- Data to examine -
***

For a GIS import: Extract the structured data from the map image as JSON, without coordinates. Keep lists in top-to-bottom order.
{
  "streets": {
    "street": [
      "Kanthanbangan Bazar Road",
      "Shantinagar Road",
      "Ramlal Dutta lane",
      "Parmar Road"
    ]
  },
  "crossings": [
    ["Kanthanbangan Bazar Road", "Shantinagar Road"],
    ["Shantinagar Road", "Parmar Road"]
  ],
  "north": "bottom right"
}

***

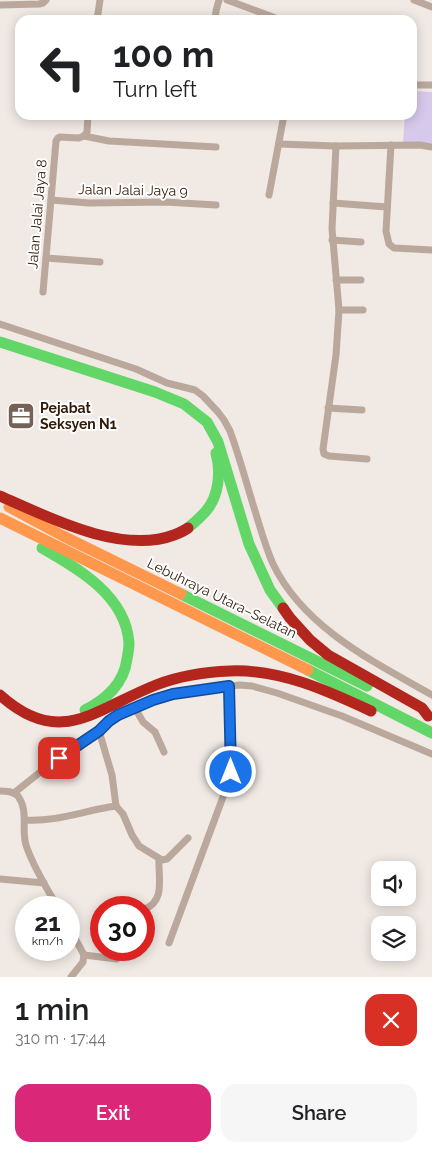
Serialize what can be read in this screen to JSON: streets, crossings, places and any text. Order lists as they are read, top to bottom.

***

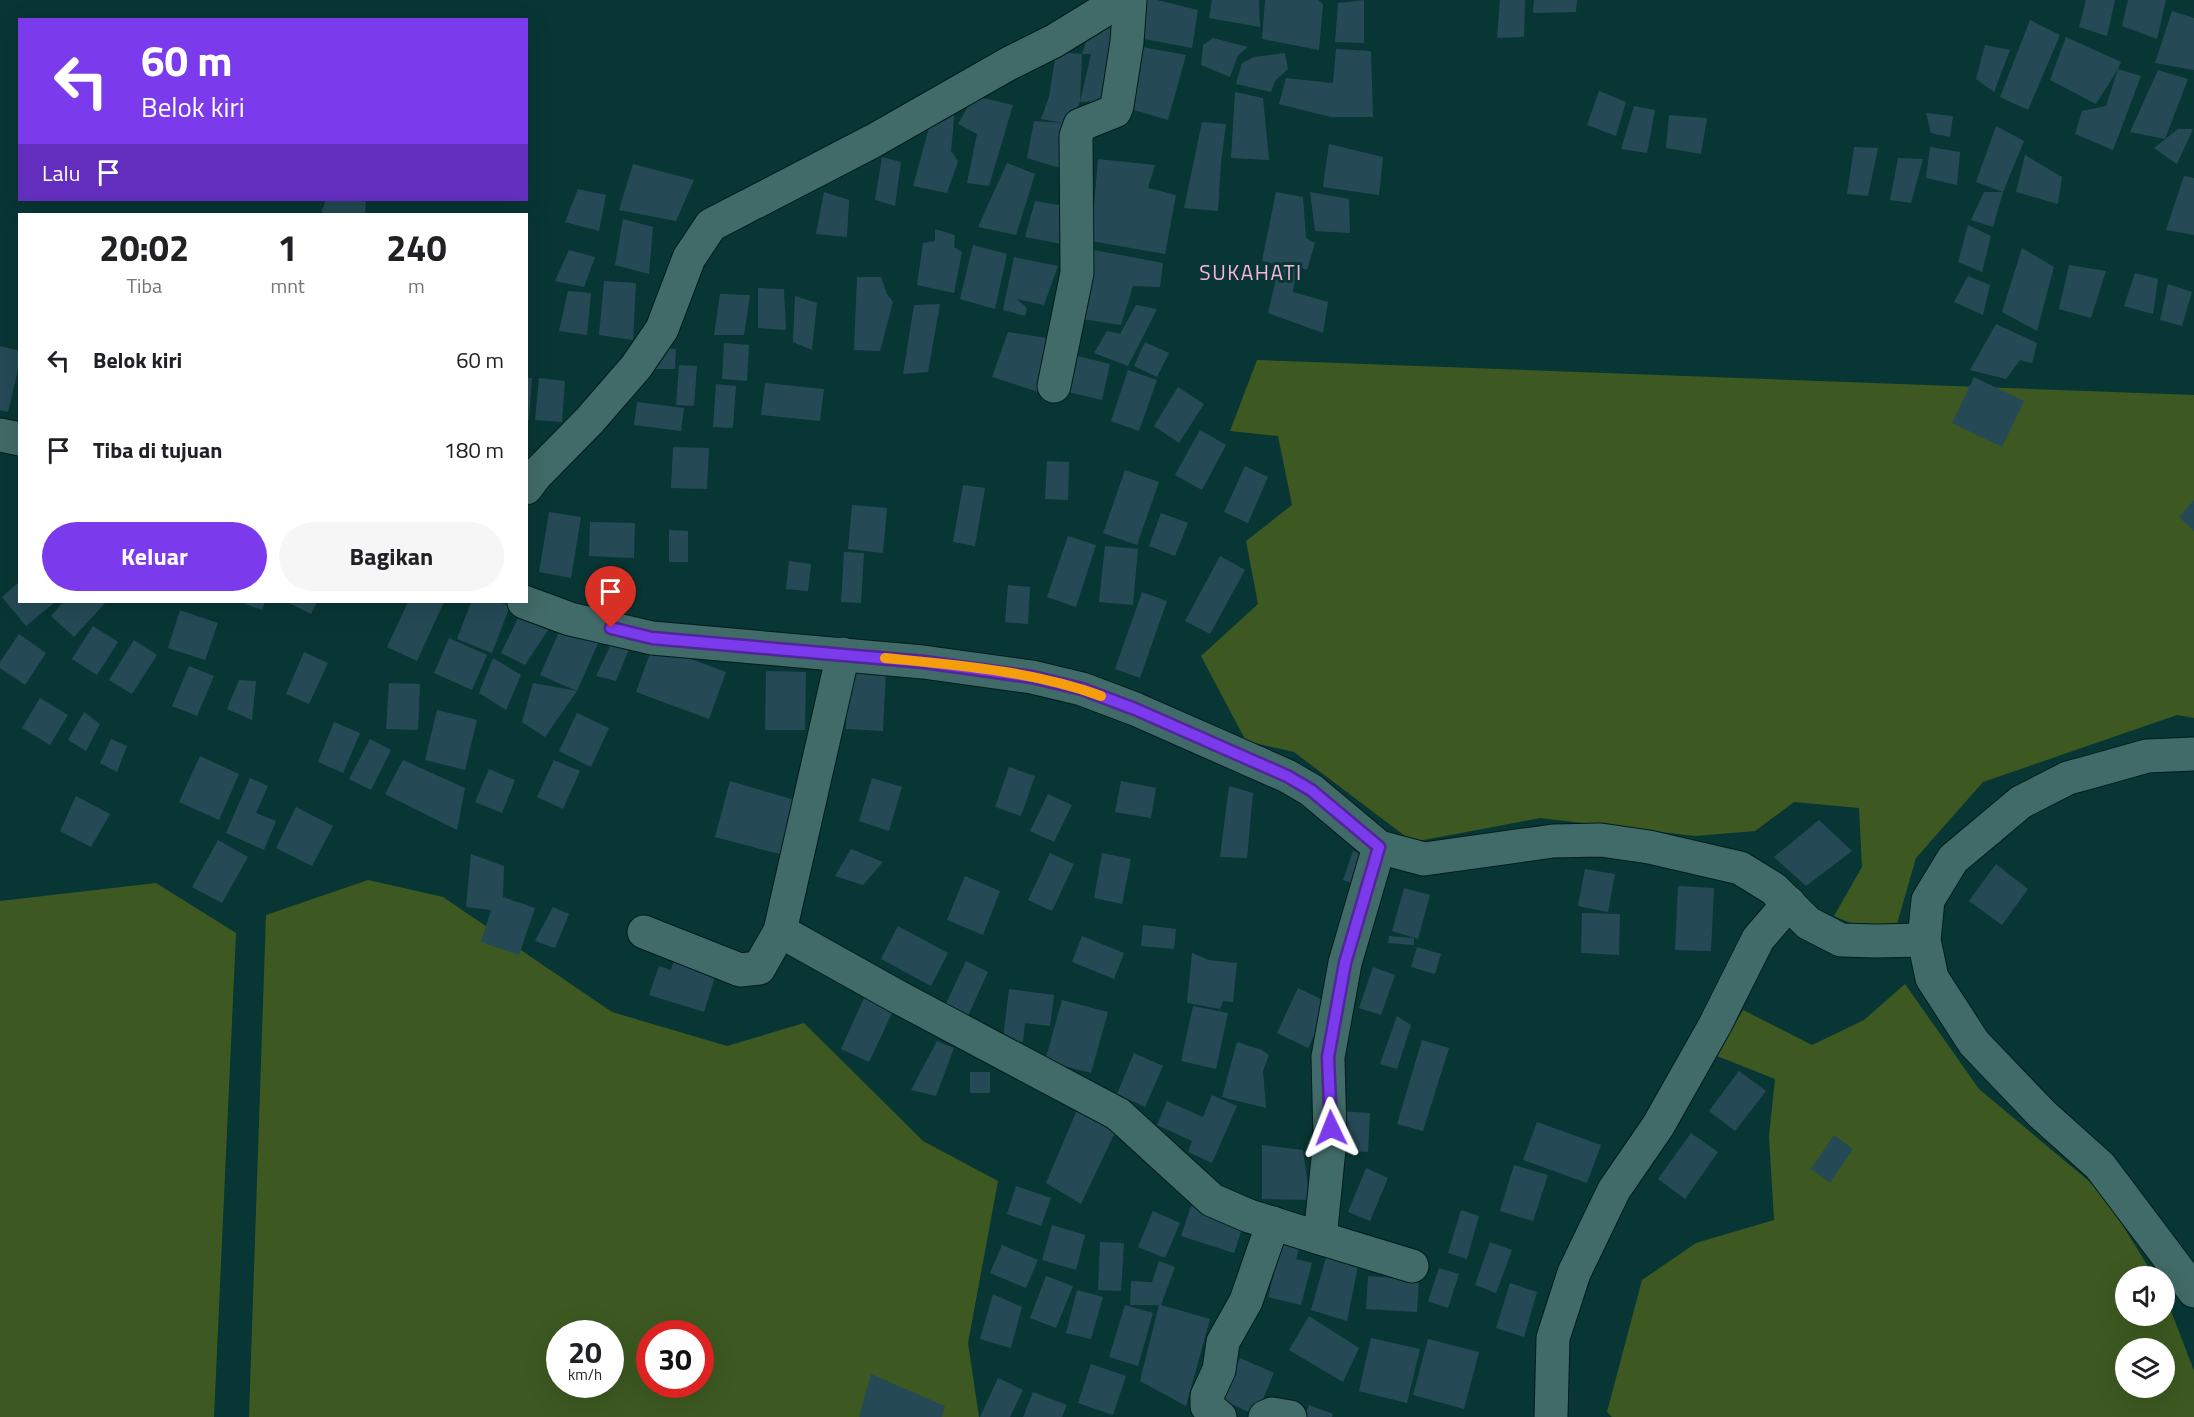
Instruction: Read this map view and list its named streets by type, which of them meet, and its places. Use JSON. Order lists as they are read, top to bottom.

***

- Try it -
Which lines of the records above hold the word "this"? Copy each one out.

- Answer area -
Serialize what can be read in this screen to JSON: streets, crossings, places and any text. Order lists as they are read, top to bottom.
Instruction: Read this map view and list its named streets by type, which of them meet, and its places. Use JSON. Order lists as they are read, top to bottom.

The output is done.